Data section:
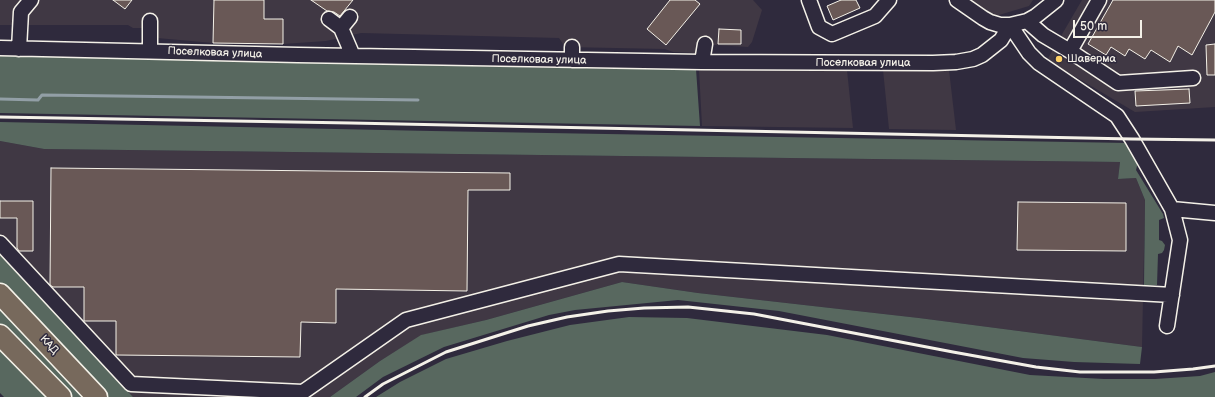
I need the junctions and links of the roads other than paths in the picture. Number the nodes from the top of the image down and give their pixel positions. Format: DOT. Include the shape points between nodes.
graph roads {
  1 [pos="31,0"];
  2 [pos="809,0"];
  3 [pos="889,0"];
  4 [pos="957,0"];
  5 [pos="1056,0"];
  6 [pos="1099,0"];
  7 [pos="350,17"];
  8 [pos="329,19"];
  9 [pos="1027,21"];
  10 [pos="150,22"];
  11 [pos="1010,25"];
  12 [pos="341,28"];
  13 [pos="705,44"];
  14 [pos="0,48"];
  15 [pos="19,49"];
  16 [pos="150,51"];
  17 [pos="1070,51"];
  18 [pos="353,56"];
  19 [pos="702,62"];
  20 [pos="1193,78"];
  21 [pos="1172,209"];
  22 [pos="1215,213"];
  23 [pos="0,243"];
  24 [pos="0,294"];
  25 [pos="1172,296"];
  26 [pos="1167,326"];
  27 [pos="0,334"];
  28 [pos="61,397"];
  29 [pos="97,397"];
  1 -- 15 [label="street" via="21,12"];
  2 -- 3 [label="street" via="820,27 832,34 875,16"];
  4 -- 11 [label="street" via="990,22"];
  5 -- 9 [label="street"];
  6 -- 17 [label="street"];
  7 -- 12 [label="street"];
  8 -- 12 [label="street"];
  9 -- 11 [label="street"];
  9 -- 17 [label="street"];
  10 -- 16 [label="street"];
  11 -- 19 [label="street, Поселковая улица" via="1001,40 982,55 956,62"];
  11 -- 21 [label="street" via="1039,64 1117,116"];
  12 -- 18 [label="street"];
  13 -- 19 [label="street"];
  14 -- 15 [label="street, Поселковая улица"];
  15 -- 16 [label="street, Поселковая улица"];
  16 -- 18 [label="street, Поселковая улица"];
  17 -- 20 [label="street" via="1118,83"];
  18 -- 19 [label="street, Поселковая улица" via="572,54"];
  21 -- 22 [label="street"];
  21 -- 25 [label="street" via="1180,240"];
  23 -- 25 [label="street" via="131,384 303,392 406,320 619,264"];
  24 -- 29 [label="highway, КАД"];
  25 -- 26 [label="street"];
  27 -- 28 [label="highway"];
}
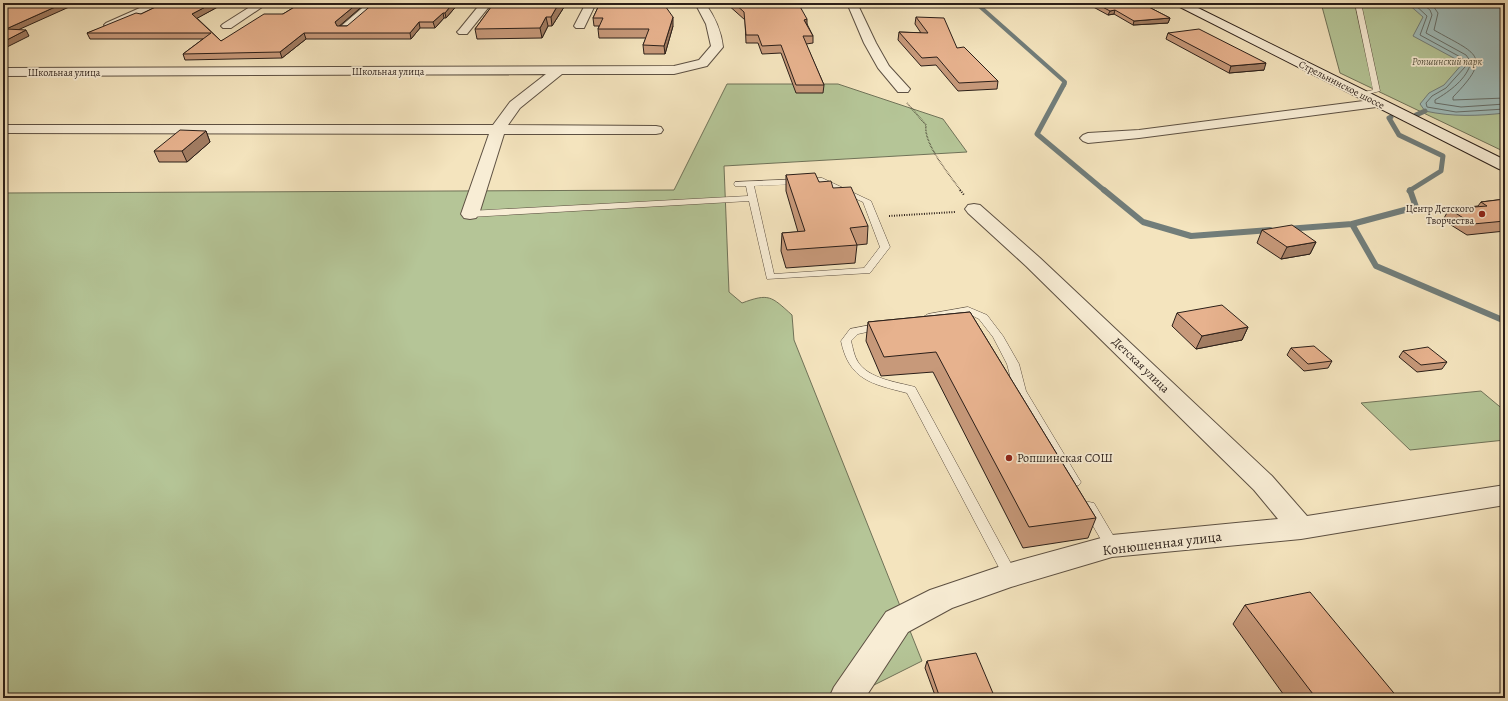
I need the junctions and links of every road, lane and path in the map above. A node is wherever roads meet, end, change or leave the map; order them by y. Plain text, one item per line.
1 (160, 3) edge
2 (263, 3) edge
3 (374, 3) edge
4 (487, 3) edge
5 (591, 3) edge
6 (700, 3) edge
7 (852, 3) edge
8 (1180, 3) edge
9 (1358, 3) edge
10 (227, 26) dead end
11 (580, 26) dead end
12 (105, 27) edge
13 (344, 29) edge
14 (463, 32) dead end
15 (558, 71) junction
16 (3, 72) edge
17 (903, 89) joint
18 (1360, 94) junction
19 (1379, 102) junction
20 (3, 129) edge
21 (498, 129) junction
22 (656, 130) dead end
23 (1088, 138) dead end
24 (1505, 166) edge
25 (738, 184) dead end
26 (749, 184) junction
27 (752, 198) junction
28 (975, 210) junction
29 (470, 214) joint
30 (873, 217) junction
31 (915, 320) edge
32 (892, 324) edge
33 (1505, 495) edge
34 (1301, 528) junction
35 (1112, 546) junction
36 (1010, 575) junction
37 (846, 698) edge

1 - 12 street
2 - 10 street
3 - 13 street
4 - 14 street
5 - 11 street
6 - 15 street, Школьная улица
7 - 17 street
8 - 18 street, Стрельнинское шоссе
9 - 18 lane
15 - 16 street, Школьная улица
15 - 21 street
17 - 28 path
18 - 19 street, Стрельнинское шоссе
19 - 23 street
19 - 24 street, Стрельнинское шоссе
20 - 21 street
21 - 22 street
21 - 29 street
25 - 26 lane
26 - 27 lane
26 - 30 lane
27 - 29 lane
27 - 30 lane
28 - 30 path
28 - 34 street, Детская улица
31 - 35 lane
32 - 36 lane
33 - 34 street, Конюшенная улица
34 - 35 street, Конюшенная улица
35 - 36 street, Конюшенная улица
36 - 37 street, Конюшенная улица

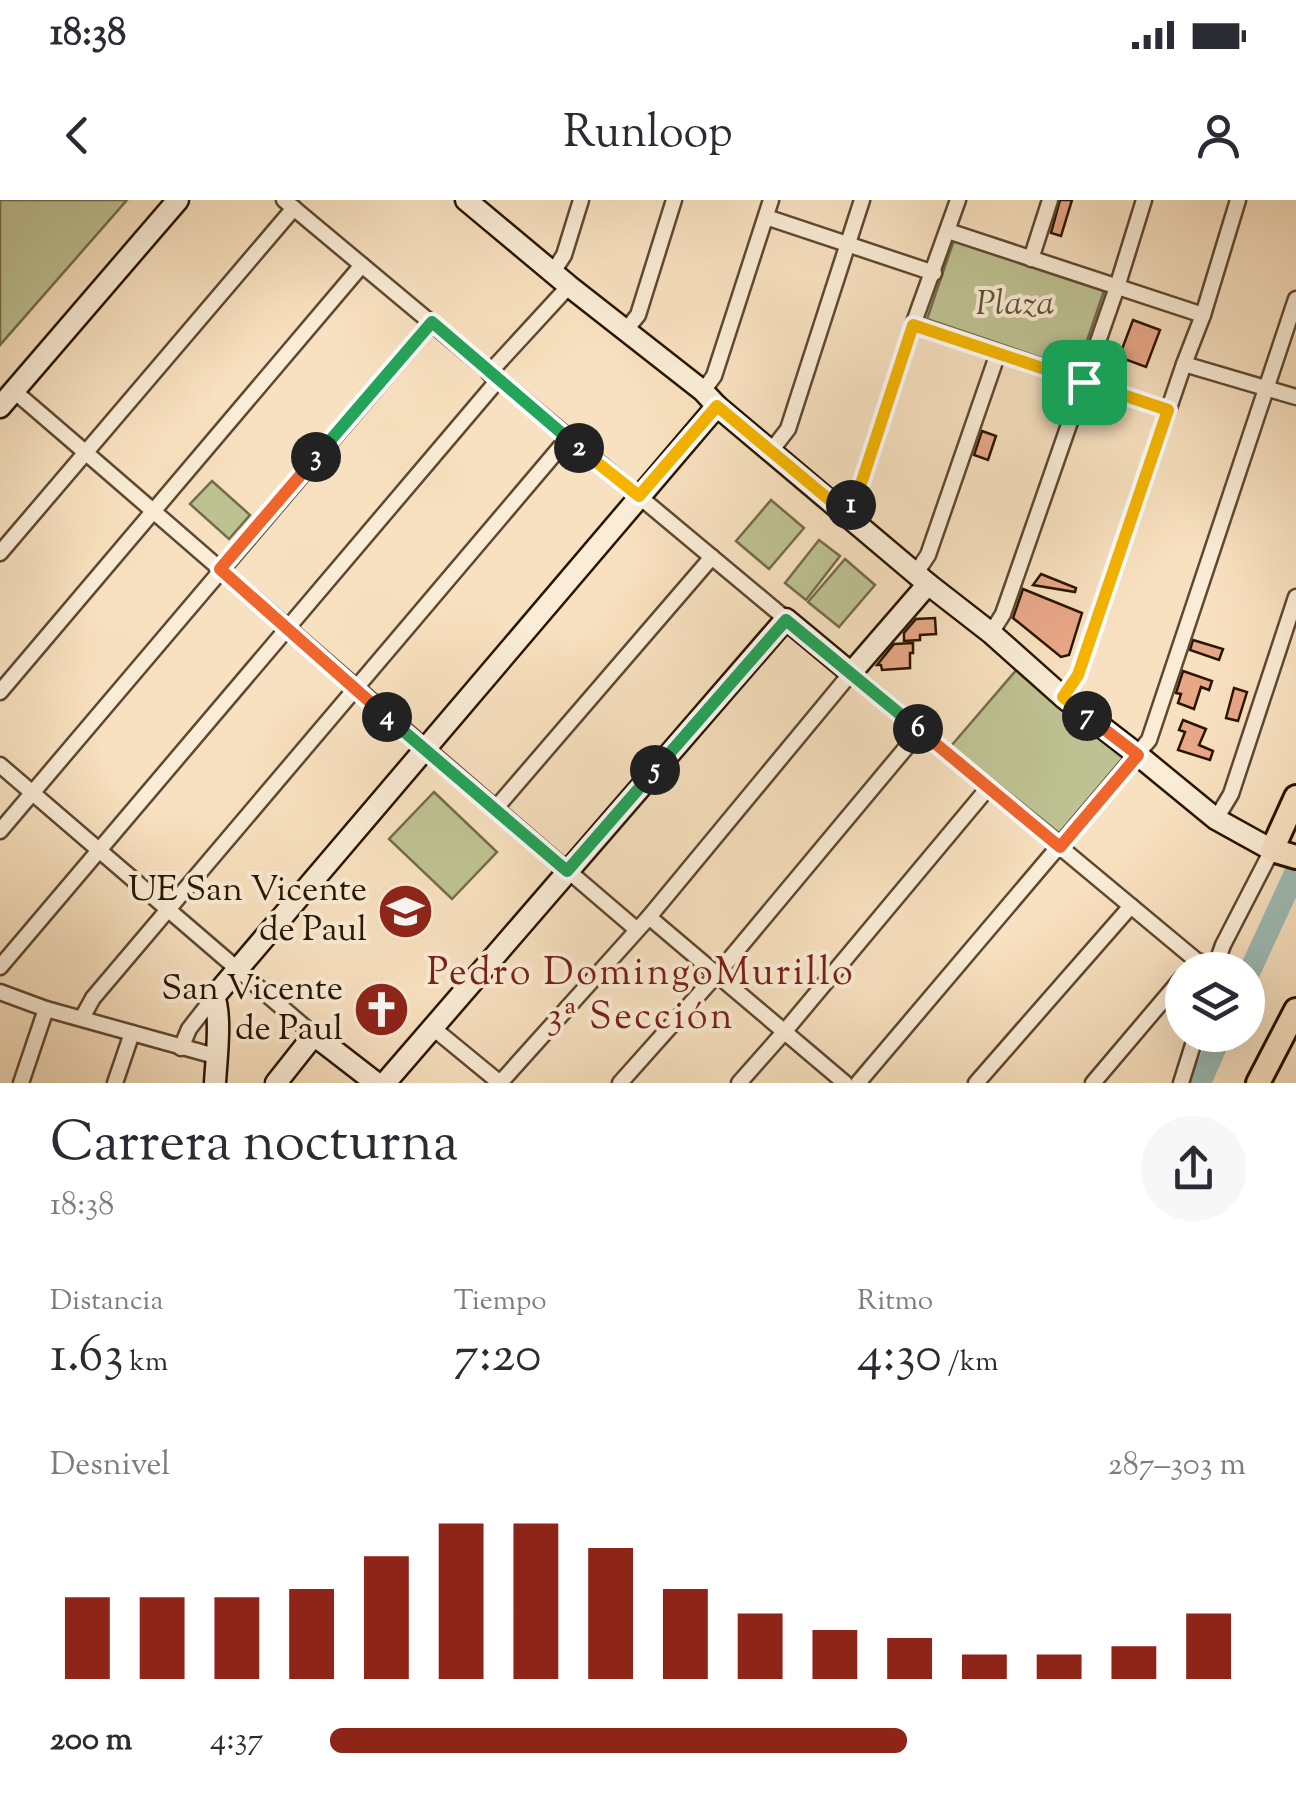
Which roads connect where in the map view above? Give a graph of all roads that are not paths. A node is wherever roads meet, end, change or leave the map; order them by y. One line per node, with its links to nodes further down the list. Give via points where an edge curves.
1 (178, 200): 31 (street)
2 (581, 200): 18 (street)
3 (674, 200): 24 (street, via 638,315)
4 (772, 200): 12 (street)
5 (862, 200): 14 (street)
6 (958, 200): 13 (street)
7 (1050, 200): 15 (street)
8 (1144, 200): 19 (street)
9 (1238, 200): 21 (street)
10 (289, 204): 16 (street); 35 (street)
11 (477, 204): 18 (street)
12 (766, 217): 14 (street); 32 (street)
13 (948, 231): 15 (street); 17 (street)
14 (848, 243): 17 (street); 36 (street, via 788,429)
15 (1031, 258): 19 (street)
16 (362, 265): 22 (street); 38 (street)
17 (934, 273): 23 (street)
18 (561, 279): 24 (street); 27 (street)
19 (1117, 287): 21 (street); 28 (street)
20 (1296, 299): 29 (street)
21 (1203, 316): 26 (street)
22 (432, 322): 27 (street); 42 (street)
23 (913, 325): 25 (street); 39 (street, via 858,493)
24 (626, 330): 32 (street)
25 (998, 353): 28 (street); 43 (street)
26 (1184, 364): 29 (street); 33 (street)
27 (493, 376): 34 (street); 46 (street)
28 (1084, 382): 33 (street); 47 (street)
29 (1266, 387): 30 (street); 54 (street, via 1150,740)
30 (1296, 396)
31 (7, 399): 35 (street)
32 (710, 399): 36 (street); 37 (street)
33 (1168, 410): 51 (street, via 1078,675)
34 (568, 438): 37 (street); 49 (street)
35 (86, 452): 38 (street); 40 (street)
36 (771, 452): 39 (street)
37 (639, 496): 41 (street); 53 (street)
38 (154, 511): 42 (street); 50 (street)
39 (844, 512): 43 (street)
40 (0, 553)
41 (712, 558): 45 (street); 59 (street)
42 (220, 569): 46 (street); 57 (street)
43 (922, 578): 47 (street); 48 (street)
44 (1296, 598): 60 (street, via 1231,794)
45 (786, 620): 48 (street); 65 (street)
46 (287, 628): 49 (street); 63 (street)
47 (992, 633): 51 (street)
48 (851, 674): 52 (street); 68 (street)
49 (356, 689): 53 (street); 67 (street)
50 (0, 692)
51 (1063, 697): 54 (street)
52 (920, 731): 56 (street); 74 (street)
53 (424, 748): 59 (street); 73 (street)
54 (1138, 755): 60 (street); 62 (street)
55 (0, 765): 57 (street)
56 (988, 788): 62 (street); 82 (street)
57 (32, 793): 61 (street); 63 (street)
58 (1296, 797): 64 (main road)
59 (496, 809): 65 (street)
60 (1216, 819): 64 (street)
61 (0, 831)
62 (1060, 847): 66 (street); 98 (street)
63 (100, 850): 67 (street); 72 (street)
64 (1287, 854): 71 (street)
65 (567, 871): 69 (street); 81 (street)
66 (1130, 906): 70 (street); 99 (street)
67 (169, 910): 73 (street); 80 (street)
68 (649, 917): 69 (street); 74 (street)
69 (636, 929): 94 (street)
70 (1178, 952)
71 (1219, 952)
72 (0, 967)
73 (239, 969): 76 (street); 84 (street)
74 (718, 974): 82 (street); 95 (street)
75 (0, 992): 78 (street)
76 (214, 997): 85 (street); 87 (street)
77 (1165, 998): 100 (street)
78 (46, 1009): 80 (street); 88 (street)
79 (1296, 1010): 102 (main road)
80 (82, 1018): 83 (street)
81 (433, 1028): 93 (street); 94 (street)
82 (785, 1031): 96 (street); 97 (street)
83 (132, 1034): 85 (street); 89 (street)
84 (314, 1036): 91 (street); 92 (street)
85 (181, 1048): 87 (street)
86 (1191, 1052): 101 (street)
87 (215, 1056): 90 (street)
88 (21, 1083)
89 (115, 1083)
90 (215, 1083)
91 (276, 1083)
92 (376, 1083)
93 (386, 1083)
94 (500, 1083)
95 (620, 1083)
96 (739, 1083)
97 (845, 1083)
98 (858, 1083)
99 (976, 1083)
100 (1093, 1083)
101 (1181, 1083)
102 (1258, 1083)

Activity: Count the lines of the entries that hold the string "points", then state that number and nothing more.

Answer section: 2